Hon.Robert Kyagulanyi Ssentamu has on Wednesday 24th Feb. formally applied to court to allow him withdraw the petition after citing bias of the judges.
However, in a twist of events, Mayambala who came last in the January 14 polls has expressed interest in taking over the petition abandoned by Kyagulanyi.
“I write to object to the withdraw of the presidential petition formely logged in by Hon. Robert Kyagulanyi Ssentamu against several defendants as outlined in his petition.
I as well write to express interest in taking on the presidential petition and seek to inherit the petition,”Mayambala said in his letter to the Supreme Court.
In his letter, Mayambala wants court to take him through the necessary procedures and the other requirements to enable him take over the petition and whether there is any chance for him to present new evidence in the case.
“I wish to re-affirm that I, presidential candidate Willy Mayambala have great interest in the presidential petition going on and being listened to by the honourable court , please give me the necessary permission to go on.”
In his application, Kyagulanyi says he has been forced to withdraw the petition he filed because he thinks the court has not put in place grounds favourable for his petition to succeed.

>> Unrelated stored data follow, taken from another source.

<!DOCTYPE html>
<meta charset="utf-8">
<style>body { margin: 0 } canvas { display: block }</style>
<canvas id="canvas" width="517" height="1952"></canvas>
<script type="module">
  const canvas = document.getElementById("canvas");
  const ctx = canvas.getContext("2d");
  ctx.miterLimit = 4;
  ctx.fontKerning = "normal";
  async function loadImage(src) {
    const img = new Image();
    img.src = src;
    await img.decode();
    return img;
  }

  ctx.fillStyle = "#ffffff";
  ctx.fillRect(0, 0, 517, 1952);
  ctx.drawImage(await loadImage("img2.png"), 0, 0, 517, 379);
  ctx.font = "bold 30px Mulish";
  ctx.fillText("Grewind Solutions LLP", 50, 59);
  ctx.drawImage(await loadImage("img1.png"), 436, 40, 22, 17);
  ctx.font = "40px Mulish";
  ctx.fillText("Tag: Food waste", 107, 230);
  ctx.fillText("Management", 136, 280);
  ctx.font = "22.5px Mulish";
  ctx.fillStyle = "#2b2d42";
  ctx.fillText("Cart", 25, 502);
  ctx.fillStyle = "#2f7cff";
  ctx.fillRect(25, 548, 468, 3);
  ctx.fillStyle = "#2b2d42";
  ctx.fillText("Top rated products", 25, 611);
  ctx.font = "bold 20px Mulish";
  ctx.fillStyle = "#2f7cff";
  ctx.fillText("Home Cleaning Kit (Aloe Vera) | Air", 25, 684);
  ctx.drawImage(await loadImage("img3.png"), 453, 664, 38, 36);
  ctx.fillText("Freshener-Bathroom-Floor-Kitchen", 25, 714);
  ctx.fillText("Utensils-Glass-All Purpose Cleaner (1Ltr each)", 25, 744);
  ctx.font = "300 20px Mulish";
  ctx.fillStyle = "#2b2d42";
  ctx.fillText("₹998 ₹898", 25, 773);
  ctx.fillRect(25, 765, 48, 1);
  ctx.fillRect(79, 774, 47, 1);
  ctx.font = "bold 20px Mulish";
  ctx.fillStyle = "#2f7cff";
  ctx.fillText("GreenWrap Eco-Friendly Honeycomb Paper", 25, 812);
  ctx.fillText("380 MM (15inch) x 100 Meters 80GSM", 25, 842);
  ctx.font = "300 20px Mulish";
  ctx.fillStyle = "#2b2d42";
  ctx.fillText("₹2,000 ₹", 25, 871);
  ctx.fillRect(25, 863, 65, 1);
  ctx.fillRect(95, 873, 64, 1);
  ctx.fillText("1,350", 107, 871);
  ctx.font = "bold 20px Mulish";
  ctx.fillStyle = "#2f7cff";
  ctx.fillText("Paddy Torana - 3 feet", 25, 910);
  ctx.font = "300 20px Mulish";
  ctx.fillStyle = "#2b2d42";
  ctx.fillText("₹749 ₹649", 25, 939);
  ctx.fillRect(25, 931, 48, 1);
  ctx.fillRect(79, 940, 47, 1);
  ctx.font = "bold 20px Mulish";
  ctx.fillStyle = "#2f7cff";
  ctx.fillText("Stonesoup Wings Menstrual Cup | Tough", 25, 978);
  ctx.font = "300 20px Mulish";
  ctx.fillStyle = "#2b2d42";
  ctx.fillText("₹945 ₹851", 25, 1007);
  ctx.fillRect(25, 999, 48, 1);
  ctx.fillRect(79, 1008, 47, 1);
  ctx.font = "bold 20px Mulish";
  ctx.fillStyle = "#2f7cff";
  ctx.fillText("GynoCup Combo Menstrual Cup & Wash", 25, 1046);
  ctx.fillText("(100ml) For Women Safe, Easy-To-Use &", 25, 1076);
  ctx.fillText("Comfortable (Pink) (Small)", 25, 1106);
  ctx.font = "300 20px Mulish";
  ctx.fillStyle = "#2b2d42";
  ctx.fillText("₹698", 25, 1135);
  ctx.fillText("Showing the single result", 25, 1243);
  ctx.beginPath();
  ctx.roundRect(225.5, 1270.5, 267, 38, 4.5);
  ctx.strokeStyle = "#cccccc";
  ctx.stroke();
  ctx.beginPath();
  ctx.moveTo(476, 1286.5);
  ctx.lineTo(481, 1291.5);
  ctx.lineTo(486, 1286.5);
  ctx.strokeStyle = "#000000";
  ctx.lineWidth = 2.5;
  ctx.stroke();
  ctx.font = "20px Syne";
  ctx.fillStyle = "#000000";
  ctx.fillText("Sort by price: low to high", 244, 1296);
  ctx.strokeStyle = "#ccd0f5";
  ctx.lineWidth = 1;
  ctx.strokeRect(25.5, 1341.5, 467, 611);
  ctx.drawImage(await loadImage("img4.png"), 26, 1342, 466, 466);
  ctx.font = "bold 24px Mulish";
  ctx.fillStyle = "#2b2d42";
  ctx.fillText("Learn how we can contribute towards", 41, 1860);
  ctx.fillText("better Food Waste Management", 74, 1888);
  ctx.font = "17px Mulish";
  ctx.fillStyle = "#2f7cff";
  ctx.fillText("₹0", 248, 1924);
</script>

“The petitioner’s witnesses are being abducted, tortured, harassed and intimidated by state security operatives at the behest of the first(Museveni) and third respondent(Attorney General)’s agents.
Organs of the state like Uganda Police Force and NIRA are being used by the respondents to investigate and infringe on privacy of the petitioner’s witnesses,”Kyagulanyi says in his application.
The runner-up in the January 14 polls argues that procedural rules governing presidential election petitions have been applied to disadvantage him in such a way that he was denied time to amend his petition and being stopped from filing additional evidence.
“After deeply reflecting upon the foregoing circumstances, I reached a decision that withdrawing the instant petition is the right thing to do since this court is not handling the petition with the independence, impartiality and equality I expected of it.”
The court is set to sit and decide the fate of Kyagulanyi’s application to withdraw the January 14 poll petition.
What the law Says
Section 61 the Presidential Elections Act, 2005 stipulates that a petition shall not be withdrawn except with leave of court and after such notice has been given as the court may direct.
“On the hearing of the application for withdrawal, any candidate who might have been a petitioner in respect of the election to which the petition refers may apply to the court to be substituted as a petitioner for the petitioner who desires to withdraw,” the law says.
In simple terms, the law allows any person who was a candidate in the said election to take over the petition provided the original petitioner loses interest in it.